Wie erreicht man ältere Migranten?
Die Generation der «Gastarbeitenden» kommt ins Rentenalter – und ist transnational vernetzt. Ein neuer Ansatz versucht, den Begriff «Integration» neu zu denken.
Sie kamen in die Schweiz als «Gastarbeitende» zu einer Zeit, als «Integration» noch kein Thema war, weder für die Zugewanderten noch für die Schweizer Bevölkerung. Heute sind die aus Italien, Spanien und dem ehemaligen Jugoslawien stammenden Menschen ins Rentenalter gekommen.
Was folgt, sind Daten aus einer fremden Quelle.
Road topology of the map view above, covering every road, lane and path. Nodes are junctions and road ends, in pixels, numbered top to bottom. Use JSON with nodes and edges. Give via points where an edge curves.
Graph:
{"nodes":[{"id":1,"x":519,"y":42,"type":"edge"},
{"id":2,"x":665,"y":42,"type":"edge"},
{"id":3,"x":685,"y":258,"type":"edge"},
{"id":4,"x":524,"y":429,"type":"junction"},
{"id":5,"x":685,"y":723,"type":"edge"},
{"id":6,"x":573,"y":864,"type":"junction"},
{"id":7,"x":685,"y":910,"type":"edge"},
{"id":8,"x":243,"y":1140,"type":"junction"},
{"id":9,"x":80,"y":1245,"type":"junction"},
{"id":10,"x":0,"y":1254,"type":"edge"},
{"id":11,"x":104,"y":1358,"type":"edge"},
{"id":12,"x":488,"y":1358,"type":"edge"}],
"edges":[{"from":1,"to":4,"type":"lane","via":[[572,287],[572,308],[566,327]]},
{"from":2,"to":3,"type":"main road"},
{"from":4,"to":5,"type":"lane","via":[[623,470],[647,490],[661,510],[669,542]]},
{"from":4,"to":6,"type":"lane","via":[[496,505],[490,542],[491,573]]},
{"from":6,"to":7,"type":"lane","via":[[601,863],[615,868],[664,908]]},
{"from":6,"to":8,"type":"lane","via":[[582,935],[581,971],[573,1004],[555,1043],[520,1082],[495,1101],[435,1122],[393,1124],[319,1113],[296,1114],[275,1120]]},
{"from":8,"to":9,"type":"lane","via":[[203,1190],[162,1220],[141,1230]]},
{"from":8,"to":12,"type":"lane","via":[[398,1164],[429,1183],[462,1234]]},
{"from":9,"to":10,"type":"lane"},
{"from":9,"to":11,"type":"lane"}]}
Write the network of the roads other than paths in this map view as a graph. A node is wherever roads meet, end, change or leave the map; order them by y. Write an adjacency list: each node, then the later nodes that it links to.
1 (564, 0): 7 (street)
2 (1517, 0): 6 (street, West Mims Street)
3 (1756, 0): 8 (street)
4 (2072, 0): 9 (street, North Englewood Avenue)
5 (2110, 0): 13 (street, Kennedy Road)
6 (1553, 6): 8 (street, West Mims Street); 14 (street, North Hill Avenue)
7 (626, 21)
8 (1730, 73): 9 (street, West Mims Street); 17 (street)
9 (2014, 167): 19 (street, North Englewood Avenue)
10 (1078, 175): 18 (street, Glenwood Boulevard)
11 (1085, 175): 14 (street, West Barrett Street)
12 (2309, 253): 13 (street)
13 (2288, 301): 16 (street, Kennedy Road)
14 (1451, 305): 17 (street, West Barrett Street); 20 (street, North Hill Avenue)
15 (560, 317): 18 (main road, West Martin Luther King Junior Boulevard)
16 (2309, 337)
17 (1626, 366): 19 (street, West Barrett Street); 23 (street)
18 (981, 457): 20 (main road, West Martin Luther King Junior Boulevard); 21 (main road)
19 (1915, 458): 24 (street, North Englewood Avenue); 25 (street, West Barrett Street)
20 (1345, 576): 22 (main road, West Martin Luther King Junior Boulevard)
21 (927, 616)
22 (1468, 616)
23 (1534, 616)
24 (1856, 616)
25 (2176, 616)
Ein Rentner mit italienischen Wurzeln erinnert sich: «Ich kam in die Schweiz, weil ich ein Motorrad kaufen wollte. Dann hat das Motorrad mich gekauft.» Der Anteil der älteren Migrantinnen und Migranten an der älteren Gesamtbevölkerung wächst. Gegen 270‘000 Menschen mit Migrationshintergrund der ersten Generation sind heute im Alter von 65 und älter. Nicht wenige von ihnen tun sich auch nach all den Jahren nicht leicht in ihrem Aufnahmeland: Sprachschwierigkeiten, soziale Isolation, wenig Kenntnisse über die hiesigen Organisationen im Alters- und Migrationsbereich.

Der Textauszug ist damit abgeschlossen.